Die europäische Flugaufsicht EASA hat den Boeing-Modellen 737 MAX 8 und die 737 Max 9 Flugverbot erteilt. Die Behörde habe entschieden, alle Flüge der betreffenden Modelle zu untersagen, teilte die Europäische Agentur für Flugsicherheit mit.

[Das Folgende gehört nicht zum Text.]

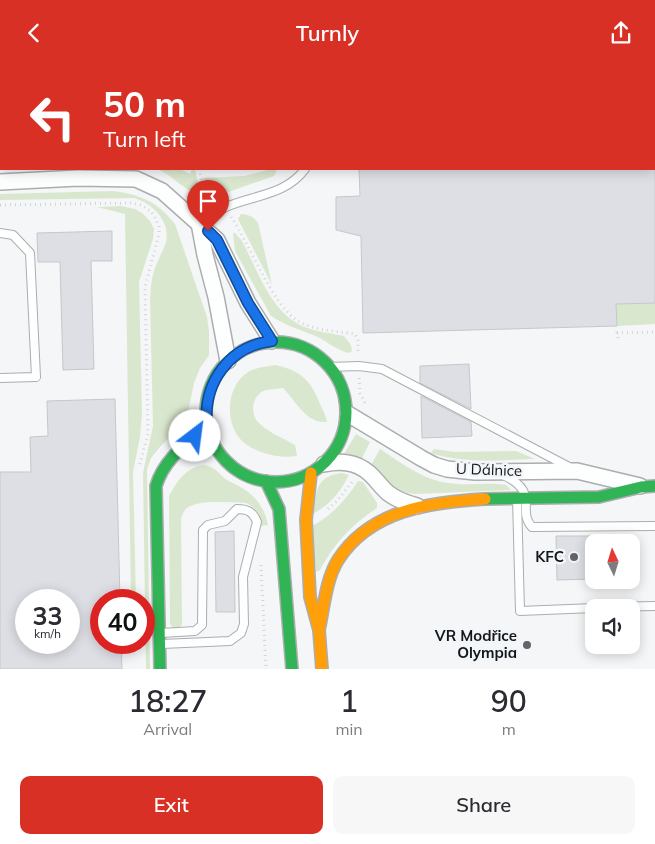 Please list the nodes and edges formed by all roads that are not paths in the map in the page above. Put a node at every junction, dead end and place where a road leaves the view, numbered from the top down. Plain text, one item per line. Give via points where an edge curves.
1 (304, 170) edge
2 (0, 182) edge
3 (199, 223) junction
4 (0, 233) edge
5 (272, 341) junction
6 (228, 361) junction
7 (328, 367) junction
8 (0, 378) edge
9 (348, 414) junction
10 (207, 425) junction
11 (324, 464) junction
12 (496, 471) junction
13 (577, 471) junction
14 (311, 473) junction
15 (266, 481) junction
16 (648, 486) edge
17 (522, 499) junction
18 (417, 506) junction
19 (655, 526) edge
20 (640, 606) edge
21 (655, 606) edge
22 (585, 608) edge
23 (319, 630) junction
24 (160, 639) junction
25 (160, 669) edge
26 (292, 669) edge
27 (322, 669) edge

1 - 3 lane via 286,187 225,207
2 - 3 street via 136,179 162,191
3 - 5 street via 217,240 248,303
3 - 6 street
4 - 8 lane via 13,235 30,253 36,377
5 - 6 street via 249,347
5 - 7 street via 300,347
6 - 10 street via 210,388
7 - 9 street via 338,383
7 - 13 lane via 382,369
9 - 11 street via 339,447
9 - 12 street, U Dálnice via 434,465 461,471
10 - 15 street via 215,445 228,462 246,475
10 - 24 street via 166,464 156,485
11 - 14 street
11 - 18 street via 345,461 362,468 388,493
12 - 13 street, U Dálnice
12 - 17 lane via 518,483
13 - 16 street, U Dálnice
14 - 15 street via 291,481
14 - 23 street via 306,520 310,597
15 - 26 street via 279,509
16 - 17 street, U Dálnice via 601,497
17 - 18 street, U Dálnice via 438,502
17 - 19 lane via 532,527
17 - 22 lane via 520,611
18 - 23 street, U Dálnice via 385,517 352,541 330,580
20 - 21 lane
23 - 27 street
24 - 24 lane via 230,641 241,633 244,624 243,577 257,522 254,515 238,509 225,521 208,525 203,530 202,625 195,631
24 - 25 street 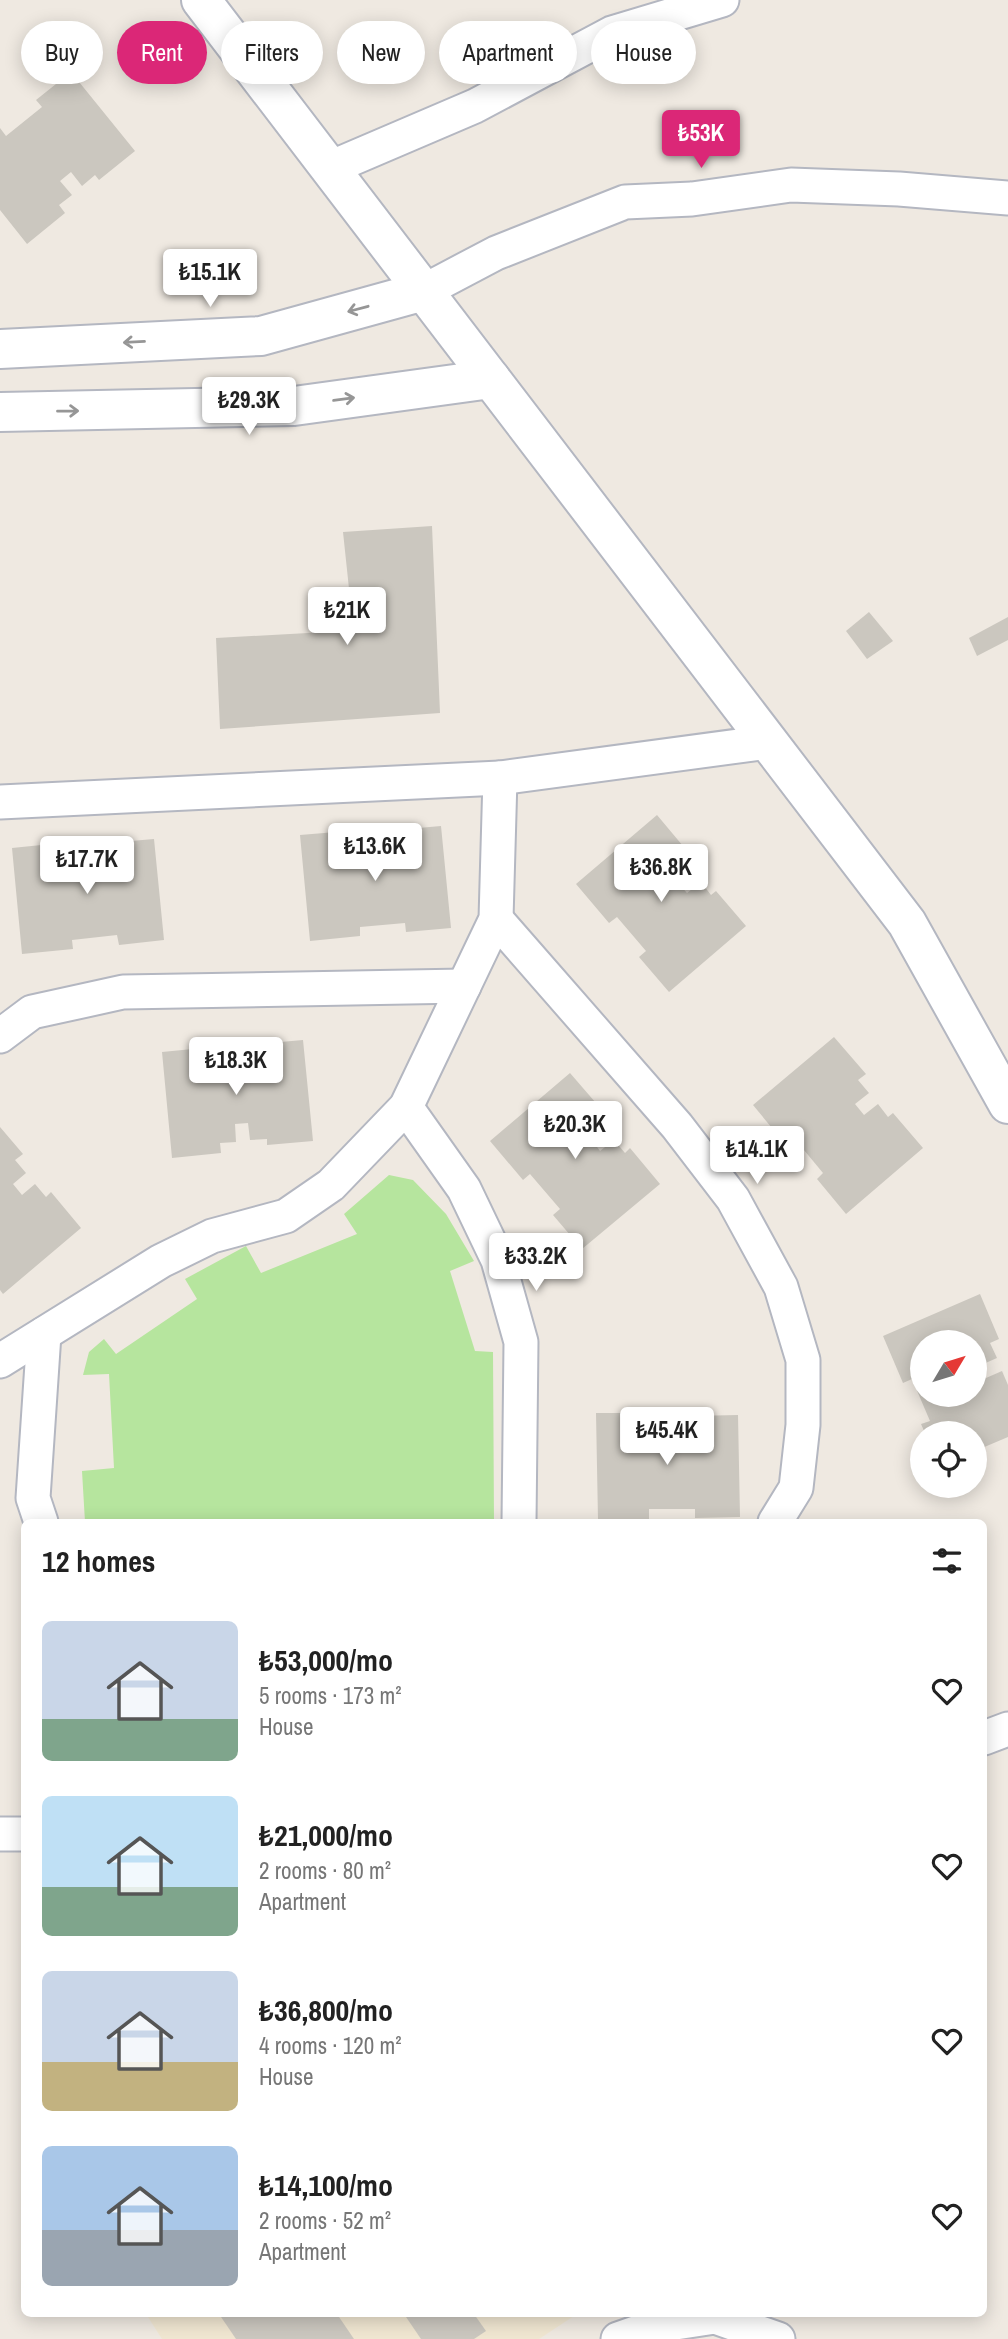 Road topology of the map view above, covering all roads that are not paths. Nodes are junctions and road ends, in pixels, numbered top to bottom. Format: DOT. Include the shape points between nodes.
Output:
graph roads {
  1 [pos="201,0"];
  2 [pos="722,0"];
  3 [pos="330,168"];
  4 [pos="1008,198"];
  5 [pos="424,291"];
  6 [pos="0,349"];
  7 [pos="491,379"];
  8 [pos="0,412"];
  9 [pos="768,742"];
  10 [pos="500,778"];
  11 [pos="0,802"];
  12 [pos="496,919"];
  13 [pos="464,986"];
  14 [pos="0,1036"];
  15 [pos="1008,1104"];
  16 [pos="406,1107"];
  17 [pos="44,1334"];
  18 [pos="0,1361"];
  19 [pos="40,1519"];
  20 [pos="519,1519"];
  21 [pos="777,1519"];
  22 [pos="1008,1729"];
  23 [pos="987,1737"];
  24 [pos="0,1834"];
  25 [pos="21,1834"];
  26 [pos="704,2317"];
  27 [pos="720,2317"];
  28 [pos="618,2339"];
  29 [pos="778,2339"];
  1 -- 3 [label="main road"];
  2 -- 3 [label="street" via="612,33 475,106"];
  3 -- 5 [label="main road"];
  4 -- 5 [label="street" via="791,185 625,202 496,253"];
  5 -- 6 [label="main road, one-way" via="261,336"];
  5 -- 7 [label="main road"];
  8 -- 7 [label="main road, one-way" via="294,406"];
  7 -- 9 [label="main road"];
  9 -- 10 [label="street"];
  9 -- 15 [label="main road" via="906,923"];
  10 -- 11 [label="street"];
  10 -- 12 [label="street"];
  12 -- 13 [label="street"];
  12 -- 21 [label="street" via="677,1126 733,1199 781,1287 803,1360 803,1425 796,1488"];
  13 -- 14 [label="street" via="123,992 32,1012"];
  13 -- 16 [label="street"];
  16 -- 17 [label="street" via="331,1185 286,1216 212,1236 161,1261"];
  16 -- 20 [label="street" via="464,1189 498,1260 521,1342"];
  17 -- 18 [label="street"];
  17 -- 19 [label="street" via="33,1498"];
  22 -- 23 [label="street"];
  24 -- 25 [label="street"];
  26 -- 28 [label="street"];
  27 -- 29 [label="street"];
} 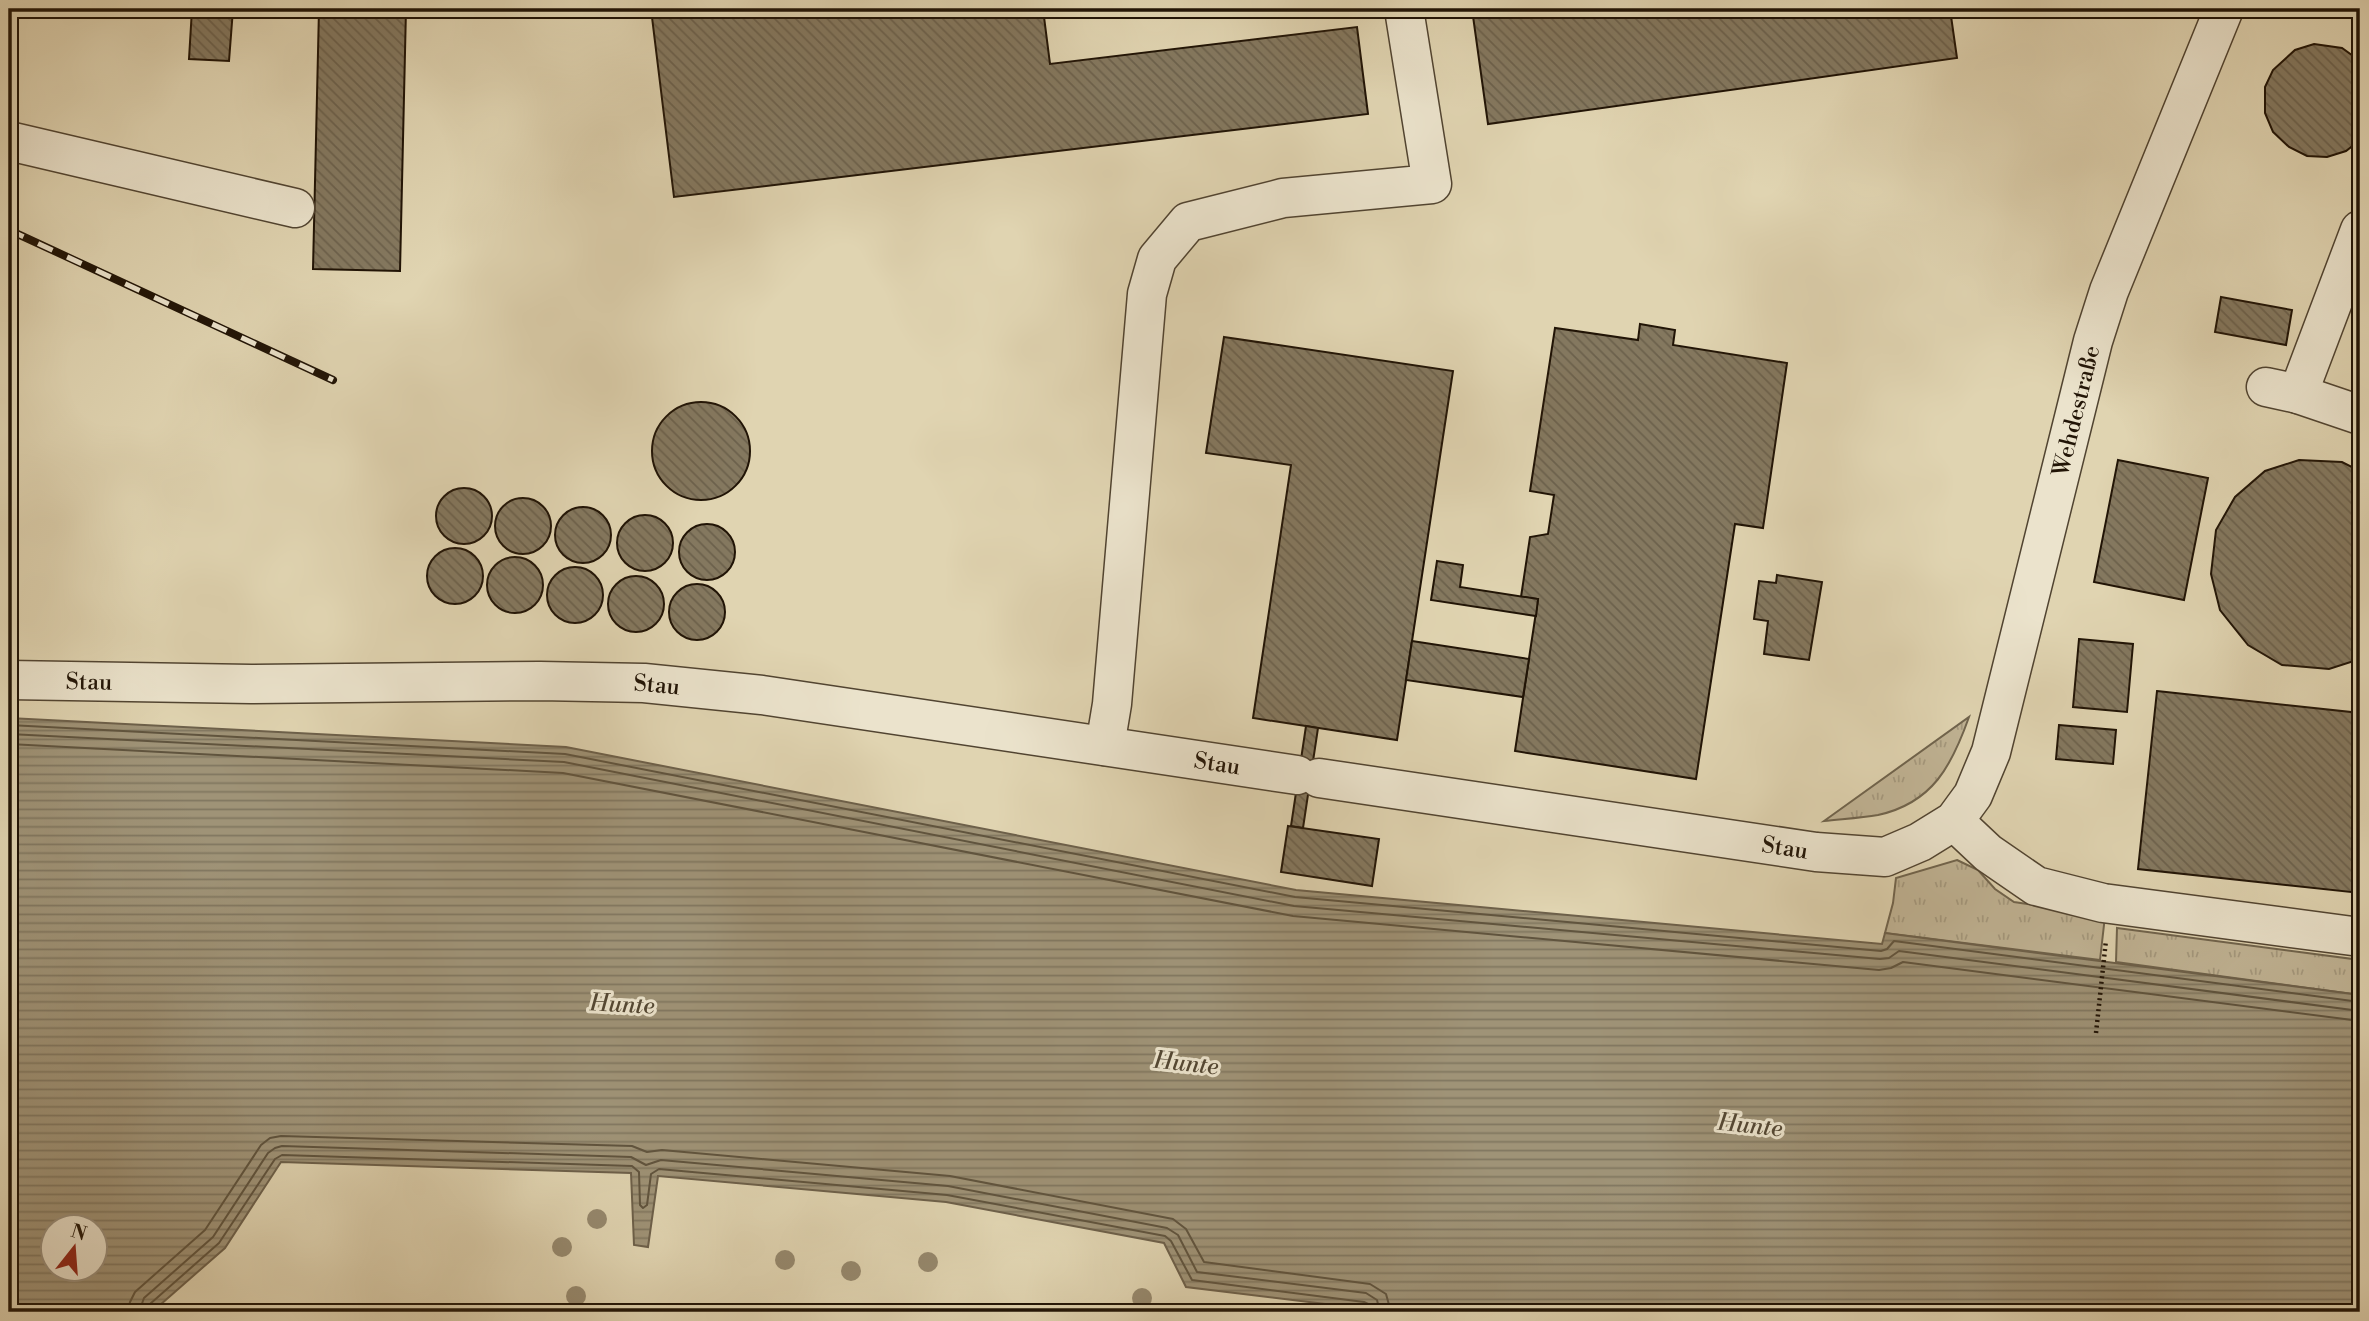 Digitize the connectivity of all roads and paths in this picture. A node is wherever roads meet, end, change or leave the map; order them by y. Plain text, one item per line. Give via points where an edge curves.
1 (1404, 9) edge
2 (2224, 9) edge
3 (9, 141) edge
4 (295, 208) dead end
5 (2360, 230) edge
6 (2360, 415) edge
7 (9, 680) edge
8 (1105, 746) junction
9 (1954, 821) junction
10 (2108, 929) dead end
11 (2360, 937) edge
12 (2096, 1033) dead end

1 - 8 street via 1432,184 1283,198 1188,222 1157,260 1147,294
2 - 9 street, Wehdestraße via 2109,291 1991,752 1973,795
3 - 4 street
5 - 6 street via 2282,390
7 - 8 street, Stau via 644,683 762,695
8 - 9 street, Stau via 1802,850 1885,857
9 - 11 street via 1987,853 2036,886 2103,904
10 - 12 path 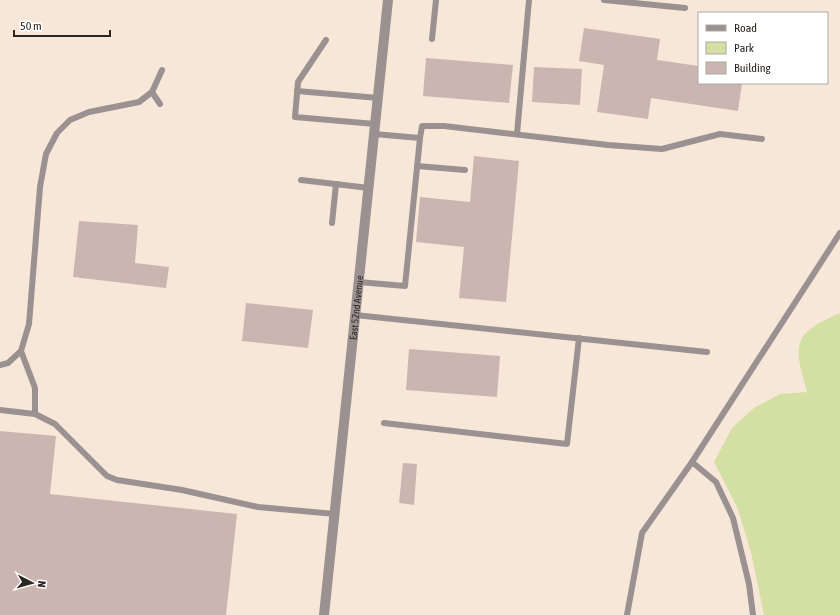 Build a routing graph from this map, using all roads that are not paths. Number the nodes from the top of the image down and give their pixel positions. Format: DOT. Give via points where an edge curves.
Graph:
graph roads {
  1 [pos="388,0"];
  2 [pos="436,0"];
  3 [pos="529,0"];
  4 [pos="604,0"];
  5 [pos="625,1"];
  6 [pos="685,8"];
  7 [pos="432,38"];
  8 [pos="326,40"];
  9 [pos="162,70"];
  10 [pos="297,91"];
  11 [pos="152,92"];
  12 [pos="378,98"];
  13 [pos="160,104"];
  14 [pos="375,129"];
  15 [pos="517,134"];
  16 [pos="420,138"];
  17 [pos="762,138"];
  18 [pos="417,166"];
  19 [pos="466,170"];
  20 [pos="302,180"];
  21 [pos="336,184"];
  22 [pos="369,188"];
  23 [pos="332,223"];
  24 [pos="840,233"];
  25 [pos="359,282"];
  26 [pos="355,315"];
  27 [pos="579,338"];
  28 [pos="21,351"];
  29 [pos="706,352"];
  30 [pos="0,365"];
  31 [pos="0,410"];
  32 [pos="35,414"];
  33 [pos="384,423"];
  34 [pos="692,462"];
  35 [pos="335,514"];
  36 [pos="324,615"];
  37 [pos="627,615"];
  38 [pos="753,615"];
  1 -- 12 [label="street, East 52nd Avenue"];
  2 -- 7 [label="lane"];
  3 -- 15 [label="lane"];
  4 -- 5 [label="lane"];
  5 -- 6 [label="lane"];
  8 -- 10 [label="lane" via="298,82"];
  9 -- 11 [label="lane"];
  10 -- 12 [label="lane"];
  10 -- 14 [label="lane" via="295,117"];
  11 -- 13 [label="lane"];
  11 -- 28 [label="lane" via="138,102 89,112 70,120 57,133 46,154 35,233 28,324"];
  12 -- 14 [label="street, East 52nd Avenue"];
  14 -- 16 [label="lane"];
  14 -- 22 [label="street, East 52nd Avenue"];
  15 -- 16 [label="lane" via="422,126"];
  15 -- 17 [label="lane" via="662,149 720,134"];
  16 -- 18 [label="lane"];
  18 -- 19 [label="lane"];
  18 -- 25 [label="lane" via="405,286"];
  20 -- 21 [label="lane"];
  21 -- 22 [label="lane"];
  21 -- 23 [label="lane"];
  22 -- 25 [label="street, East 52nd Avenue"];
  24 -- 34 [label="lane"];
  25 -- 26 [label="street, East 52nd Avenue"];
  26 -- 27 [label="lane"];
  26 -- 35 [label="street, East 52nd Avenue"];
  27 -- 29 [label="lane"];
  27 -- 33 [label="lane" via="567,444"];
  28 -- 30 [label="lane" via="8,363"];
  28 -- 32 [label="lane" via="35,388"];
  31 -- 32 [label="lane"];
  32 -- 35 [label="lane" via="55,424 106,476 117,480 182,490 258,507"];
  34 -- 37 [label="lane" via="642,533"];
  34 -- 38 [label="lane" via="716,482 733,518 749,584"];
  35 -- 36 [label="street, East 52nd Avenue"];
}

Die EASA folgte damit der Entscheidung zahlreicher EU-Staaten, die nach dem Absturz zweier Maschinen den Luftraum für das Boeing-Flugzeug gesperrt hatten. Der Absturz in Äthiopien, bei dem 157 Menschen ums Leben kamen, war der zweite mit diesem Modell nach einem Flugzeugunglück in Indonesien im Oktober.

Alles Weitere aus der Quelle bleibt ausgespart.